While the high and middle NAbs groups could induce superior neutralizing antibodies with respect to the low NAbs group, only those pigs in the groups with high NAbs titers exhibited exceptional survival rates at 10 weeks of age. Meanwhile, antiviral, modulatory, humoral and cellular immunity coregulating the dynamics of cytokines, such as TNF-α, IFN-γ, IL-10, TGF-β, IL-12, IL-4 and IL-6 might also play critical roles during the inflammatory period against PRRSV [10,12,13,14,15,24,25,26,27,28,29]. In addition, the existence of single nucleotide polymorphisms (SNPs) in host genes, such as GBP-1, Mx-1 and CD163, has also been attested to alleviate the viremia during PRRSV infections [30,31]. Future research can delve into whether sows and/or pigs equipped with both high titers of neutralizing antibodies and specific SNPs in their host genes could possess more comprehensive immune protection to combat PRRSVs.

5. Conclusions

To date, PRRSV remains a major problem in Taiwan with no effective control methods in pigs, especially at 5–8 weeks of age [32]. In our study, we successfully demonstrated that those pigs that acquired superior maternal-transferred NAbs showed tardy and relatively lower serum PRRSV loads but exhibited, on the whole, higher survival rates against latently circulating PRRSV although the bacterial incursion might affect the partial results of survival rates.
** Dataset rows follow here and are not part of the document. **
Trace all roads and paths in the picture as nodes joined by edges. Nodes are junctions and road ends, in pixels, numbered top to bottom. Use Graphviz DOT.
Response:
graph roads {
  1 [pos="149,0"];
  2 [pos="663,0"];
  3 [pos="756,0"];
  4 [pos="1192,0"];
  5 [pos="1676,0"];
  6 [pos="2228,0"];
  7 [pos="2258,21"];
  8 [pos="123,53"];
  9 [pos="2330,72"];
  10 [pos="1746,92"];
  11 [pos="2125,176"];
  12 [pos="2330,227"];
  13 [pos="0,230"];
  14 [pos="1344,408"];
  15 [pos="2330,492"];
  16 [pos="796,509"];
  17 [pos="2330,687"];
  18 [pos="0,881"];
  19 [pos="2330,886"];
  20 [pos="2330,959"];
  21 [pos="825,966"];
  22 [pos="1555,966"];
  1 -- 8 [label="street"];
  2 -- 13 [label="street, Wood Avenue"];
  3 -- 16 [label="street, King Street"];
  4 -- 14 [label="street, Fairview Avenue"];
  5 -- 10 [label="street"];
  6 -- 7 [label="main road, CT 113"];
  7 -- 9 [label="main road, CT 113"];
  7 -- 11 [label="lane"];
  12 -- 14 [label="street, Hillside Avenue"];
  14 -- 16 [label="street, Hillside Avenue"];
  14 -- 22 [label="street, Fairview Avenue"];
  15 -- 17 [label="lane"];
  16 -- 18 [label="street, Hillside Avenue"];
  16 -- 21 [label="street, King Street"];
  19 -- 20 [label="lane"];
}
No piglets were inoculated with PRRSV vaccines to boost immune responses. Due to numerous unanticipated problems with the current PRRSV vaccines, our results can provide practical information to establish more adequate immune strategies to modulate the disease and to set up a routine selection of gilts and/or sows hinged on NAbs titers for balancing the economic losses caused by PRRSV.